▶ [AIM OF THE EXERCISE]: Whenever the word "parks" turns up in a line below, that line should be copied.

▶ [AVAILABLE RECORDS]:

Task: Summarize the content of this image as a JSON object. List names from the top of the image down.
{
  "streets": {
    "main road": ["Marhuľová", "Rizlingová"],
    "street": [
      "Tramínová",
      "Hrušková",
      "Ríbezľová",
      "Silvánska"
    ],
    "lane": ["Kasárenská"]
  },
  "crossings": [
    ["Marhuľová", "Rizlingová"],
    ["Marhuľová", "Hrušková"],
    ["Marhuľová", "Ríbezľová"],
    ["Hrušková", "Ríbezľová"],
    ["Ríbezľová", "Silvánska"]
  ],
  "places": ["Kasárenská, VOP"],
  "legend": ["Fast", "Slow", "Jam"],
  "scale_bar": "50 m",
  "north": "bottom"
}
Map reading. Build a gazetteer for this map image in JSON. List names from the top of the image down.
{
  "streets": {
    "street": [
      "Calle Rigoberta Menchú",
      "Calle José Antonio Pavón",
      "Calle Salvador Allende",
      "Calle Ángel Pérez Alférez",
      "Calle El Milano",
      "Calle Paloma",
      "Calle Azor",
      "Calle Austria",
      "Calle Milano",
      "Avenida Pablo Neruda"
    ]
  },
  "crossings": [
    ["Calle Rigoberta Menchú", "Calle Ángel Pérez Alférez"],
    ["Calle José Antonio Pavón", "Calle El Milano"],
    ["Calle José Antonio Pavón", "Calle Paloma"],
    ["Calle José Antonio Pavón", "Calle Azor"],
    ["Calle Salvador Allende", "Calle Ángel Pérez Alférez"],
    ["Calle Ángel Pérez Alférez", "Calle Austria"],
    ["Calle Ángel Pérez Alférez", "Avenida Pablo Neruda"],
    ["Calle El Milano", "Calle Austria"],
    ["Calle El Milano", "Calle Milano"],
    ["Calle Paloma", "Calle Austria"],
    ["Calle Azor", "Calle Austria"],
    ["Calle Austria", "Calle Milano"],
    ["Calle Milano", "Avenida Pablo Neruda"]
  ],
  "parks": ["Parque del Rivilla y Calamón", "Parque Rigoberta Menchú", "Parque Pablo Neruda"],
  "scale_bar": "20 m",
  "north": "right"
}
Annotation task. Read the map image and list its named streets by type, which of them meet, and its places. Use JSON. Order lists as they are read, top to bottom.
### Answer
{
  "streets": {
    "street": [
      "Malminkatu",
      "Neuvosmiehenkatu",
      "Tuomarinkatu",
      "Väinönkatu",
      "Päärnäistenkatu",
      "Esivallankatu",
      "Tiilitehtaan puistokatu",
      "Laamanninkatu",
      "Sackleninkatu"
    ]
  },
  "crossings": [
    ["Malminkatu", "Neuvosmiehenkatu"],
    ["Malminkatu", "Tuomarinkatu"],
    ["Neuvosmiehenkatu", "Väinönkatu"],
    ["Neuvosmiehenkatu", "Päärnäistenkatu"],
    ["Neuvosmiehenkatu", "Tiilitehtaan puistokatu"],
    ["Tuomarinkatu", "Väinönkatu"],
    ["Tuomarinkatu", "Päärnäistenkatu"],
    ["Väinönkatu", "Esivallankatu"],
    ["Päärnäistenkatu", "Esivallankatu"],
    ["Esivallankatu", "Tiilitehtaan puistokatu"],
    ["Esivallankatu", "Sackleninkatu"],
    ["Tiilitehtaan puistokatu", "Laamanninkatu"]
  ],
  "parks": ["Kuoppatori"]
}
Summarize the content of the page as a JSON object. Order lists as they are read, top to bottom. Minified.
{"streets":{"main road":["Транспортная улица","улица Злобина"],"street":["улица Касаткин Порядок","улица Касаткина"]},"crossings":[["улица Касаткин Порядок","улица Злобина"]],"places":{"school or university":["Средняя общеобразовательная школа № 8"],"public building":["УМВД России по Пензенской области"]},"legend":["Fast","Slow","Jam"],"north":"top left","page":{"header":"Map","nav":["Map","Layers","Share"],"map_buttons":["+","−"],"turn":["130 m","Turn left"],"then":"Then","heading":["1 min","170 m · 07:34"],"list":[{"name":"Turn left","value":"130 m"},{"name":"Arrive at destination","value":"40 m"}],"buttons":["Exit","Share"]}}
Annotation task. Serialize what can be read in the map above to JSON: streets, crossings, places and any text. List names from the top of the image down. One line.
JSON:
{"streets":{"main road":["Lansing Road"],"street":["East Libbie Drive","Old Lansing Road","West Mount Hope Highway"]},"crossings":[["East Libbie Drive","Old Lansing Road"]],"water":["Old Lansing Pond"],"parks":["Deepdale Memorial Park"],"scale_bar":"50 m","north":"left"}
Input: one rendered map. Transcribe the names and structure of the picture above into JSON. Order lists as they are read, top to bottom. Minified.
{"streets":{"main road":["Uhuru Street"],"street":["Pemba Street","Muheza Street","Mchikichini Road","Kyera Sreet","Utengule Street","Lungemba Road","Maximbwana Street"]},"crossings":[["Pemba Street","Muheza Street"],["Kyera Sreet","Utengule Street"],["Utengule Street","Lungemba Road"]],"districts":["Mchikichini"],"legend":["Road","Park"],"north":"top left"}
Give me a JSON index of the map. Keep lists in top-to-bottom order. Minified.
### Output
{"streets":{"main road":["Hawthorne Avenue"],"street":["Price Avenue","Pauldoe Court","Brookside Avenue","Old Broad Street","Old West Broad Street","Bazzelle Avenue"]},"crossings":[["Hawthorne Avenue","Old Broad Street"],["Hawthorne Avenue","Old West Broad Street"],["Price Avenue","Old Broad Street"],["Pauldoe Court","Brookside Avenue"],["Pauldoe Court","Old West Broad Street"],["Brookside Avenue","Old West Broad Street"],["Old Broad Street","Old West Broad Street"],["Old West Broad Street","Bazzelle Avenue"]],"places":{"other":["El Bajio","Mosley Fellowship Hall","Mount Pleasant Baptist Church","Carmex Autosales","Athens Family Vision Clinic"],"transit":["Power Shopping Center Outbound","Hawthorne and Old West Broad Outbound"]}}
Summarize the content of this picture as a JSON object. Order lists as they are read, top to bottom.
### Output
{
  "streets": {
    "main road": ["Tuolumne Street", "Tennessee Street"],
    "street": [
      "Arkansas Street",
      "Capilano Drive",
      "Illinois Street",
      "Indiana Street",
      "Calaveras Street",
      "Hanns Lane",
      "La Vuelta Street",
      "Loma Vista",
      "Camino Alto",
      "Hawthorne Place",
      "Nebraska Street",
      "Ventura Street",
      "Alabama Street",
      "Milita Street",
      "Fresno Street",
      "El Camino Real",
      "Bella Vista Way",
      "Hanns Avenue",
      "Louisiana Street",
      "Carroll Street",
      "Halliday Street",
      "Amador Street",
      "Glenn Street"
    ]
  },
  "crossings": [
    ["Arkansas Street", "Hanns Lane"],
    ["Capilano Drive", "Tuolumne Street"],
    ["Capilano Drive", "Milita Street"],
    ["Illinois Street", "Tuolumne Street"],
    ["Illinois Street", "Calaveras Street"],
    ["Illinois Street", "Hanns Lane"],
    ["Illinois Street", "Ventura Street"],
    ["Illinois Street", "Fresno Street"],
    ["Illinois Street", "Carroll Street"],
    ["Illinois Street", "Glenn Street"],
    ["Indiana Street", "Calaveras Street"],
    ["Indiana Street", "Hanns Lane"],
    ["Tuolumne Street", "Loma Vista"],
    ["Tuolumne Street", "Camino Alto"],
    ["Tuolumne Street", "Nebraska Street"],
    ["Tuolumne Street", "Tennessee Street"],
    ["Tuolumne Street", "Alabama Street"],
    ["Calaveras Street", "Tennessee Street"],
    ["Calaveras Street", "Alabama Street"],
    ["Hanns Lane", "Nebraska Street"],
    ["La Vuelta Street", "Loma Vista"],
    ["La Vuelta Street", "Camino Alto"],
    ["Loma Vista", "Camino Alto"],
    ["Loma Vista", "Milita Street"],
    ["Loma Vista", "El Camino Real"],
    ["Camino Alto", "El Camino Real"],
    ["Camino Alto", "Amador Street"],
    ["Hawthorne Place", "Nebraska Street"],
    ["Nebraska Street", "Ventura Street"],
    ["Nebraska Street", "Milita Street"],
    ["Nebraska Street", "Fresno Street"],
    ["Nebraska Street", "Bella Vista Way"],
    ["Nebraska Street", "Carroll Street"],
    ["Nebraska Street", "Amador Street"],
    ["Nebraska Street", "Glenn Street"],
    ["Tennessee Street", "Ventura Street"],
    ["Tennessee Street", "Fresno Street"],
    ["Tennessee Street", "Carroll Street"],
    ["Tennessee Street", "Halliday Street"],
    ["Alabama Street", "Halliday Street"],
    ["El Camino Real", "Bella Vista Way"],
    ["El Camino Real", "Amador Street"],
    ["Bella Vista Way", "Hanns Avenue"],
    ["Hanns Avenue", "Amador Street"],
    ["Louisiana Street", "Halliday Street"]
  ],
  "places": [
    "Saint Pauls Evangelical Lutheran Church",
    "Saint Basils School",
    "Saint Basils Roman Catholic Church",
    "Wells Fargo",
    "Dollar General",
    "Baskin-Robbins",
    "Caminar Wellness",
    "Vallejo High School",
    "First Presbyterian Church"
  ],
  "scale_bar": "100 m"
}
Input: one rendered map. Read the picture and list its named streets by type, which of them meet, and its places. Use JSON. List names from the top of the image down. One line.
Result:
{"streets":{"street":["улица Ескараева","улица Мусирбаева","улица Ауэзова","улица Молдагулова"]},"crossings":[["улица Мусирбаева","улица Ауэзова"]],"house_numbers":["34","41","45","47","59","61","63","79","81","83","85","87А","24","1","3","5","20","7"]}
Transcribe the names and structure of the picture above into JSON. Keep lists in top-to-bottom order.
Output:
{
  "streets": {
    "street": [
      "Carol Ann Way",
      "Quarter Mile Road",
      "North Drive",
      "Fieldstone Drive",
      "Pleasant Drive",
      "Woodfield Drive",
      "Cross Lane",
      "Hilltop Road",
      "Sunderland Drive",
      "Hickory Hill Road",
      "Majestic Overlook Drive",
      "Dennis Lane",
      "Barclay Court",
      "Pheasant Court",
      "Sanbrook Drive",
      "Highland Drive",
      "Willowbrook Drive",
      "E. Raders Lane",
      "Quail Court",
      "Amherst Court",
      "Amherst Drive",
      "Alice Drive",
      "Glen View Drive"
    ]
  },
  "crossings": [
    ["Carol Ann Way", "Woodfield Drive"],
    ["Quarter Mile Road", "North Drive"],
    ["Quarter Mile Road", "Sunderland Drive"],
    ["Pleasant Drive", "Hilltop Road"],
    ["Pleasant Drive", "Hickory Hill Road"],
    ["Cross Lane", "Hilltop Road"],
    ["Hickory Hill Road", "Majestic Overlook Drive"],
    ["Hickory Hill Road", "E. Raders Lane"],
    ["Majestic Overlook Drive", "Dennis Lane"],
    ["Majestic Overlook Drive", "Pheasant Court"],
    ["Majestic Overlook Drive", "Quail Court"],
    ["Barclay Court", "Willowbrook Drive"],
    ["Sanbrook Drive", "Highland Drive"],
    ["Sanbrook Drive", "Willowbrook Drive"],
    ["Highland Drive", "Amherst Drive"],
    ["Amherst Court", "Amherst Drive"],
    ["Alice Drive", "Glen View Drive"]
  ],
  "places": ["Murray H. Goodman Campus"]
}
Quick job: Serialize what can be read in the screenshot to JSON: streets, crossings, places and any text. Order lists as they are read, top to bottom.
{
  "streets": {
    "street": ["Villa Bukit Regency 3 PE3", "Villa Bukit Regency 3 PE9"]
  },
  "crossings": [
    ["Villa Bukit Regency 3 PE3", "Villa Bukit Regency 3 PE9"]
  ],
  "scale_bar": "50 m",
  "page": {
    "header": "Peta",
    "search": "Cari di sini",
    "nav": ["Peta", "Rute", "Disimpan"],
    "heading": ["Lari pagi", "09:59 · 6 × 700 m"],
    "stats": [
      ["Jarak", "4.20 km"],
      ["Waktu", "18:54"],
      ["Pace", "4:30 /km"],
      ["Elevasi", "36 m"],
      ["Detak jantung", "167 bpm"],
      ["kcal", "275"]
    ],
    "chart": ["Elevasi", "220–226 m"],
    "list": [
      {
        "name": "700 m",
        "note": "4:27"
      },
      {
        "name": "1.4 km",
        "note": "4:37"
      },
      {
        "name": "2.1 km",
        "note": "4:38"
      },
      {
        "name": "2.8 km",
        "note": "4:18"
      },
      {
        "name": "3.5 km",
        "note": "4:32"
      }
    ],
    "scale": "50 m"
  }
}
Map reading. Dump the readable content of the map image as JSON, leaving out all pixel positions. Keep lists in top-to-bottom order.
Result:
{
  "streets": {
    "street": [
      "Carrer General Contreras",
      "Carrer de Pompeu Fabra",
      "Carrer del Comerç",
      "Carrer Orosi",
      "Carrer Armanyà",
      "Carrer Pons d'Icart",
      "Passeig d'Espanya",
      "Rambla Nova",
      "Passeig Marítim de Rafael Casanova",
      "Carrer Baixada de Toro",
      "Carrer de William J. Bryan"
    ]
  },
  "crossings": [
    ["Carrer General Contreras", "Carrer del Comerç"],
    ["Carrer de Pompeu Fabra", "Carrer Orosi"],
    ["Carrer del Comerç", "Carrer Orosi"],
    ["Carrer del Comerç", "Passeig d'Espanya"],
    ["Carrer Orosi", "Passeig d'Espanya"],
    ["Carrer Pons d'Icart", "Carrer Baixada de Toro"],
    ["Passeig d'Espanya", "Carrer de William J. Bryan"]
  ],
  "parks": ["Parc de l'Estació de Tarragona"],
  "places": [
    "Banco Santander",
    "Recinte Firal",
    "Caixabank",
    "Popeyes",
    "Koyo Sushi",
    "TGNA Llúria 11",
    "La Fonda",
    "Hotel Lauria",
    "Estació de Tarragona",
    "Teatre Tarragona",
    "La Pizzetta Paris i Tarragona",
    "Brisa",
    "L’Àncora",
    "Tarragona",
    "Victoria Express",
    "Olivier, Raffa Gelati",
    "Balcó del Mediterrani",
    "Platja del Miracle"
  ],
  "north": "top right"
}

▶ [RESPONSE AREA]:
  "parks": ["Parque del Rivilla y Calamón", "Parque Rigoberta Menchú", "Parque Pablo Neruda"],
  "parks": ["Kuoppatori"]
{"streets":{"main road":["Lansing Road"],"street":["East Libbie Drive","Old Lansing Road","West Mount Hope Highway"]},"crossings":[["East Libbie Drive","Old Lansing Road"]],"water":["Old Lansing Pond"],"parks":["Deepdale Memorial Park"],"scale_bar":"50 m","north":"left"}
  "parks": ["Parc de l'Estació de Tarragona"],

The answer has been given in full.